Hallelujah Highway

Celebrating the Journey

When I die…

on October 9, 2013


You have probably heard the joke that there are only 2 things every person MUST do in life: Pay Taxes and Die.   All jesting aside death is a guarantee. No matter who you are, where you live, or how much you have Death will one day come for you.

Maybe you have also enjoyed the country song by Tim McGraw, “Live Like you were Dying”. I quite enjoy it. It has a catchy tune and makes one think about living life to its fullest. Yet I think the song writer might have the notion just a tad wrong.  The song is very focused on making sure “you” don’t die before “you” get to do everything “you” always dreamed of doing. It does mention a little about trying to be a better person, but still is very much centered in the individual.

According to the “CIA Factbook,” there are approximately 6,744 deaths in the US per day. Even though death is expected and promised to all, death in our society is seen as a cutting short and a time of sorrow. We grieve when someone we know dies and we say things like, “he had so much left to live for”. We fear our own death and we fear losing love ones to it.

Last Thursday, October 3, 2013 one of those 6744 deaths belonged to a man named Chuck Smith. Chuck Smith was the pastor of Calvary Chapel Costa Mesa and the founder of the Calvary Chapel movement. Since 1965 he taught that the Bible was literal and he preached line by line, verse by verse. Yet at the same time he was more accepting of people in all shapes, sizes, incomes, stages of life and morality than most of the other churches of the 60s. He welcomed hippies, drug addicts and all those who were lost.
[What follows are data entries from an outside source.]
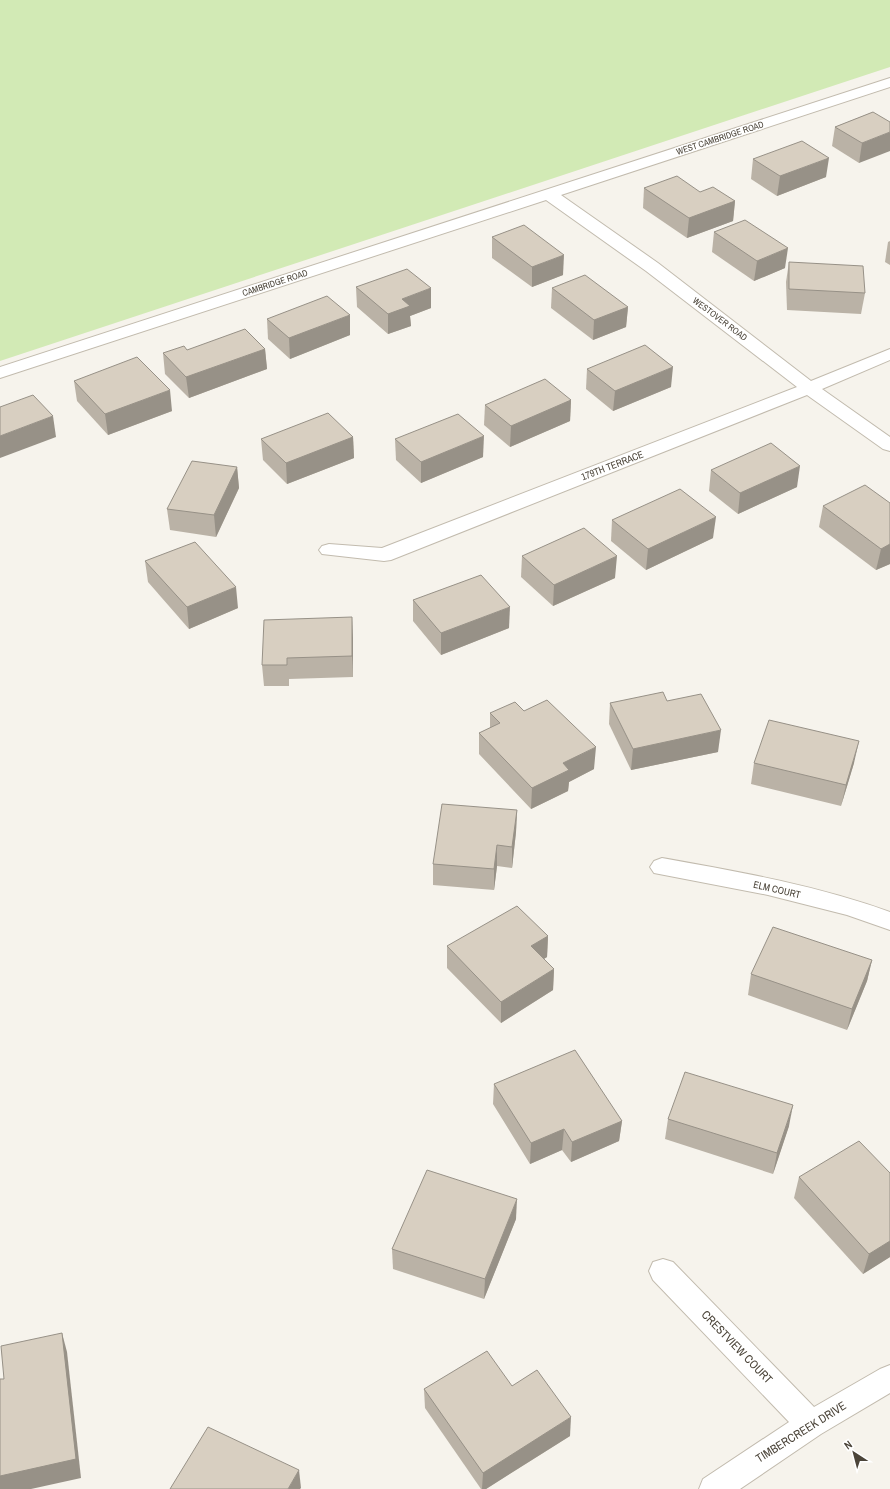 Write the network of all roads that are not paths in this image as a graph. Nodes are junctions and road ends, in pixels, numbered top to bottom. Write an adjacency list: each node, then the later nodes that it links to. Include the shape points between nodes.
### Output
1 (890, 82): 2 (street, WEST CAMBRIDGE ROAD)
2 (549, 194): 4 (street, CAMBRIDGE ROAD); 5 (street, WESTOVER ROAD, via 652,267)
3 (890, 354): 5 (street, 179TH TERRACE)
4 (0, 373)
5 (810, 388): 6 (street, WESTOVER ROAD); 7 (street, 179TH TERRACE, via 384,555)
6 (890, 445)
7 (329, 550)
8 (662, 867): 9 (street, ELM COURT, via 768,886 850,907)
9 (890, 921)
10 (663, 1271): 12 (street, CRESTVIEW COURT)
11 (890, 1378): 12 (street, TIMBERCREEK DRIVE)
12 (811, 1424): 13 (street, TIMBERCREEK DRIVE)
13 (714, 1489)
One story I love about this man is that when he was being questioned by some of the older parishioners of his church about allowing hippies to come in barefooted and dirty, he retorted, “If because of dirty jeans we have to say to one young person, ‘I am sorry, you can’t come into church tonight, your jeans are too dirty,’ then I am in favor of getting rid of the upholstered pews. Let’s get benches or steel chairs or something we can wash off. But let’s not ever, ever, close the door to anyone because of dress or the way he looks.” (http://www.unityinchrist.com/history/smith2.htm )
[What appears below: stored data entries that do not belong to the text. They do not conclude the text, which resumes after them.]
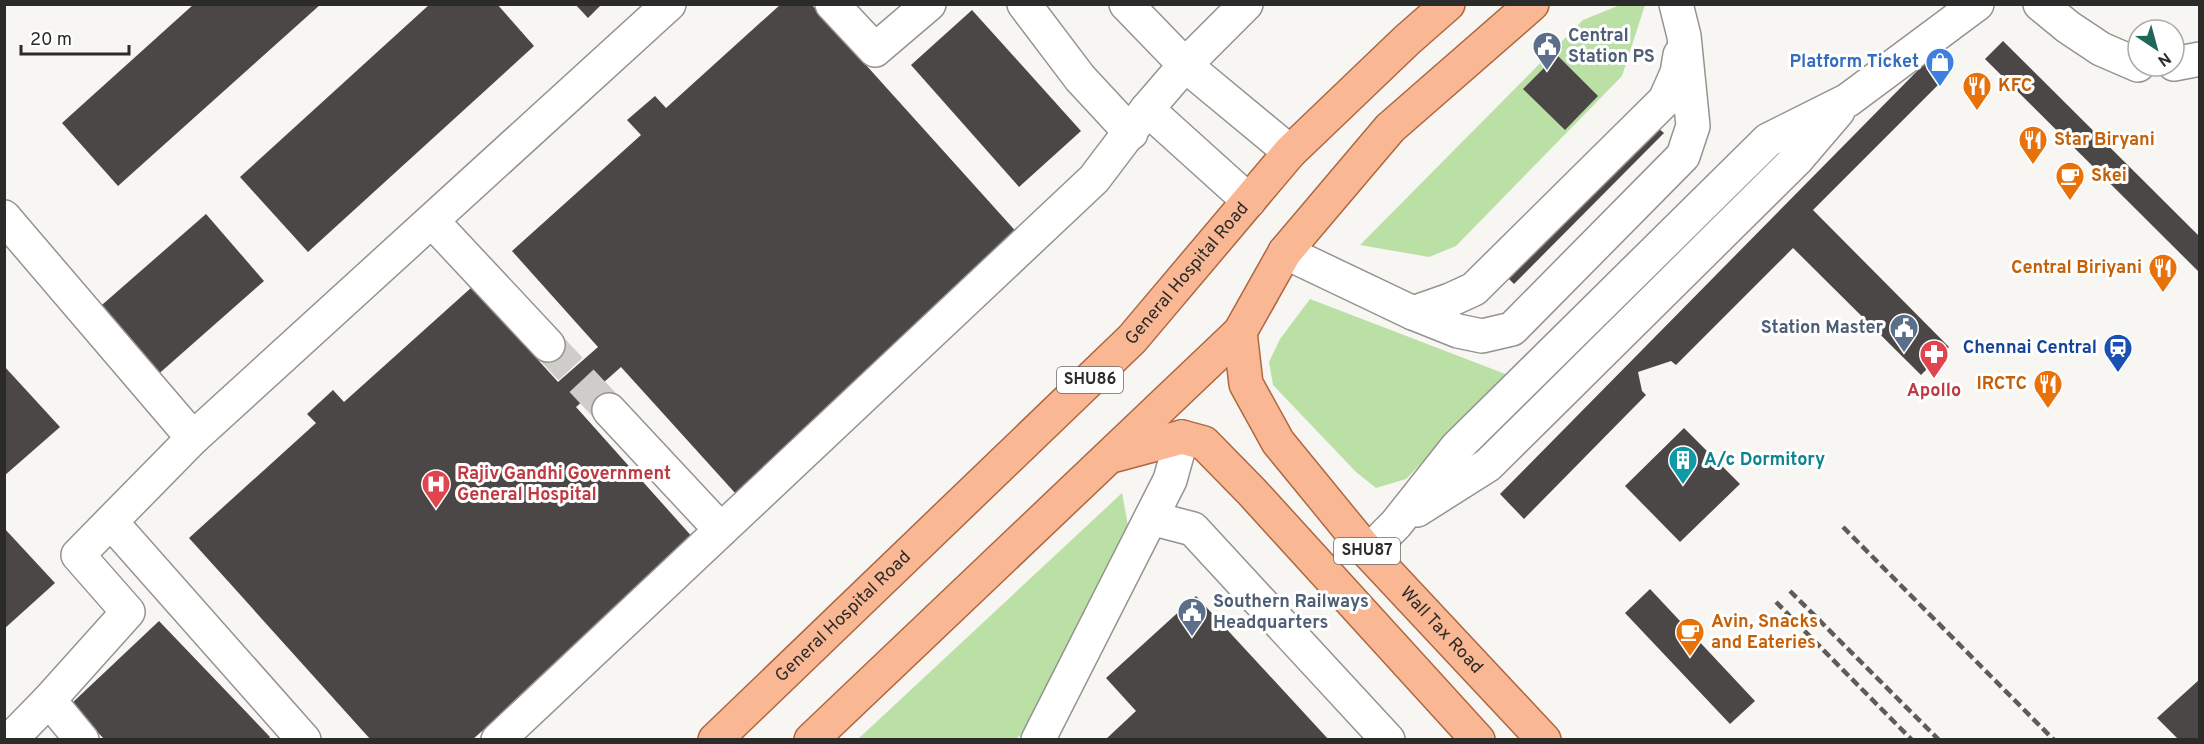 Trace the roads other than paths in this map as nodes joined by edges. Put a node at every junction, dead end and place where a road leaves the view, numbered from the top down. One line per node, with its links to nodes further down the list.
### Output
1 (669, 4): 19 (lane)
2 (832, 4): 3 (lane)
3 (929, 4)
4 (1024, 4): 15 (lane)
5 (1126, 4): 14 (lane)
6 (1246, 4): 14 (lane)
7 (1448, 4): 16 (main road, General Hospital Road / SHU86)
8 (1532, 4): 20 (main road)
9 (1676, 4): 12 (lane)
10 (1977, 4): 31 (lane)
11 (2040, 4): 13 (lane)
12 (1684, 36): 21 (lane); 21 (lane)
13 (2126, 60)
14 (1185, 65): 15 (lane); 16 (lane)
15 (1139, 121): 17 (lane); 30 (lane)
16 (1290, 152): 17 (main road, General Hospital Road / SHU86)
17 (1249, 201): 37 (main road, General Hospital Road / SHU86)
18 (4, 217): 26 (lane)
19 (432, 221): 23 (lane); 26 (lane)
20 (1285, 252): 21 (lane); 22 (main road)
21 (1413, 313)
22 (1240, 332): 27 (main road); 31 (main road, Wall Tax Road / SHU87)
23 (548, 345)
24 (609, 410): 30 (lane)
25 (1182, 437): 27 (main road); 28 (lane); 41 (main road, SHU87)
26 (193, 438): 29 (lane)
27 (1112, 456): 38 (main road)
28 (1151, 518): 39 (lane); 40 (lane)
29 (111, 522): 32 (lane); 35 (lane)
30 (721, 530): 36 (lane)
31 (1368, 552): 42 (main road, Wall Tax Road / SHU87)
32 (49, 700): 33 (lane); 34 (lane)
33 (10, 740)
34 (82, 740)
35 (304, 740)
36 (498, 740)
37 (715, 740)
38 (811, 740)
39 (1038, 740)
40 (1388, 740)
41 (1478, 740)
42 (1544, 740)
He was a man who lived with a purpose of serving God and others.  And while his family will of course miss him, everyone who has been touched by his life is viewing this death a little differently than usual. We might grieve for our own loss, but we do not grieve for Chuck. I believe firmly that the minute he took his last breath on earth, he took his first breath in Heaven. I believe that when God looks at Chuck’s life he says wholeheartedly, “Well done, good and faithful servant!” (Matthew 25:23). In Chuck’s obituary there should be a sense of joy. This death was not a cutting too short. This death was at the right time and instead of an ending it is rather a conclusion well crafted.   Chuck’s life while not perfect had purpose.

So now I wonder: When I die what will the world say about me? Will people say it was too soon and that I had so much left to do? That worries me.  I will die,  tomorrow is promised to no one,  but whether I die tomorrow, next year or in 40 years I ponder what my children will think of me.  I want to live a life of purpose and while my purpose may not be to preach to a congregation of thousands, I know there is a reason why I was born.

People are always searching for the meaning of life. Maybe we have the question wrong and we should be asking instead how do I make my life meaningful?

How do I make it where when I die my family and friends rejoice in having known me? How do I make sure that I will hear God say, “Well done, good and faithful servant!” to me?

I have some work to do.


Chuck Smith said frequently, “Someday you’re going to read in the paper, ‘Chuck Smith died’, that’s bad reporting. What it should say is, ‘Chuck Smith moved.’”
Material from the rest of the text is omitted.